** Input for this task follows **

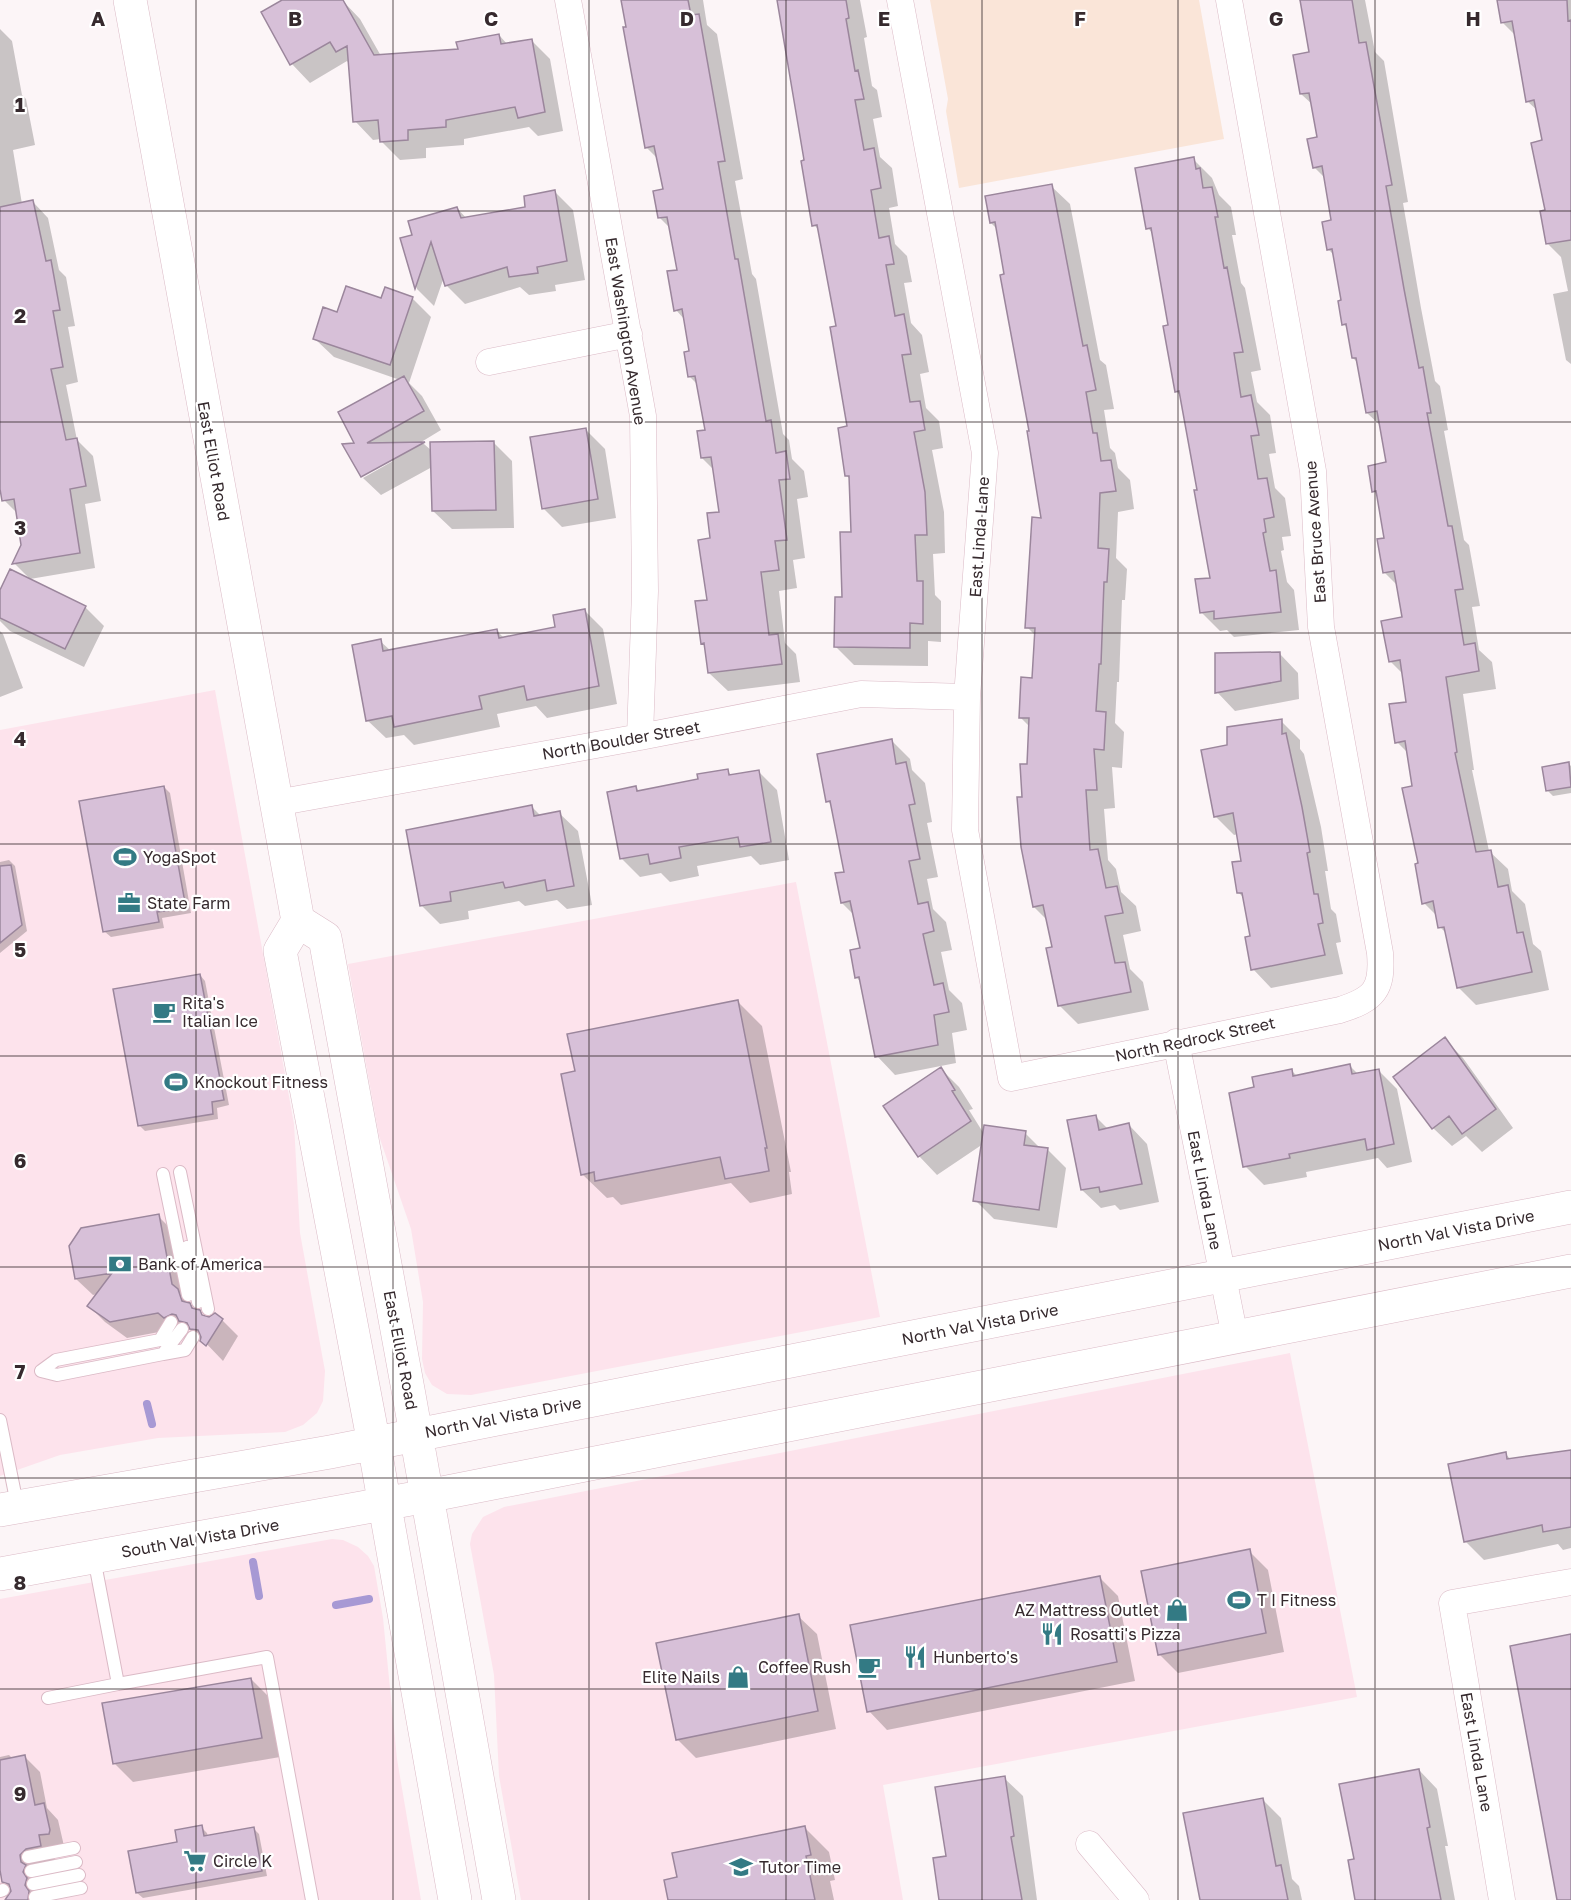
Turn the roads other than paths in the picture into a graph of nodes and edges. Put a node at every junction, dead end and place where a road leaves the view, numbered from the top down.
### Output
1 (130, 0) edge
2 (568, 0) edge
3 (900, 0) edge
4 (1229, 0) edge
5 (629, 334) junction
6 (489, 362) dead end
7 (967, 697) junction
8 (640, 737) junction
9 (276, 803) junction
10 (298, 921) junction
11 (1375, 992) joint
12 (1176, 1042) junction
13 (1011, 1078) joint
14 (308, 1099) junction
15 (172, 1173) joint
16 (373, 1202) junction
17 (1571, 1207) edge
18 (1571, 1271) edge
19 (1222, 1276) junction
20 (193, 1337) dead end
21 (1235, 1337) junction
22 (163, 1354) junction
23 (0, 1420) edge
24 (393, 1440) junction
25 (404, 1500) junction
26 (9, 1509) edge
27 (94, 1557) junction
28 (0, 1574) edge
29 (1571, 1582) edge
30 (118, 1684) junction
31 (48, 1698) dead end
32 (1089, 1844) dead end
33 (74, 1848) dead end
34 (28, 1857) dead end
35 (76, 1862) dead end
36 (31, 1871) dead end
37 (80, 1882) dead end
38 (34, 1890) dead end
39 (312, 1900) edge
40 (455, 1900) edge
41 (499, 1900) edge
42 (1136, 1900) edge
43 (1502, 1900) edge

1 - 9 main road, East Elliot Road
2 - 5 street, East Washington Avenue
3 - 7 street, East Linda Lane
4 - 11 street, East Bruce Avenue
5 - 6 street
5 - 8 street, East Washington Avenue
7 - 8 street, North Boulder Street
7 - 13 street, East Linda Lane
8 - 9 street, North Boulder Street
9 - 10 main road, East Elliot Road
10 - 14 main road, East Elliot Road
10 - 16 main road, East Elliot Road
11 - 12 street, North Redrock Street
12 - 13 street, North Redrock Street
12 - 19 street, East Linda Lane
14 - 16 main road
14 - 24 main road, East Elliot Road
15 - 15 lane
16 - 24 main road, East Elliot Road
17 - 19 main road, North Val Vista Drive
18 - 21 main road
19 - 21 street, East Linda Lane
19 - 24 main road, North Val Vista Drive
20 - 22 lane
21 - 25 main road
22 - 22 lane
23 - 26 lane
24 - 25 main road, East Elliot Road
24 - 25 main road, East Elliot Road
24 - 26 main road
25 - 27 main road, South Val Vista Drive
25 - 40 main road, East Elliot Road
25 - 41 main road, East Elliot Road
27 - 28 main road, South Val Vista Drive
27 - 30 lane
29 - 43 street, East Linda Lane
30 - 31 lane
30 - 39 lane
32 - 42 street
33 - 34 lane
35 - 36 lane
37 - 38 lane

** End of Input for this task **

For each line in the data above that contains the string "Vista", extract the line.

17 - 19 main road, North Val Vista Drive
19 - 24 main road, North Val Vista Drive
25 - 27 main road, South Val Vista Drive
27 - 28 main road, South Val Vista Drive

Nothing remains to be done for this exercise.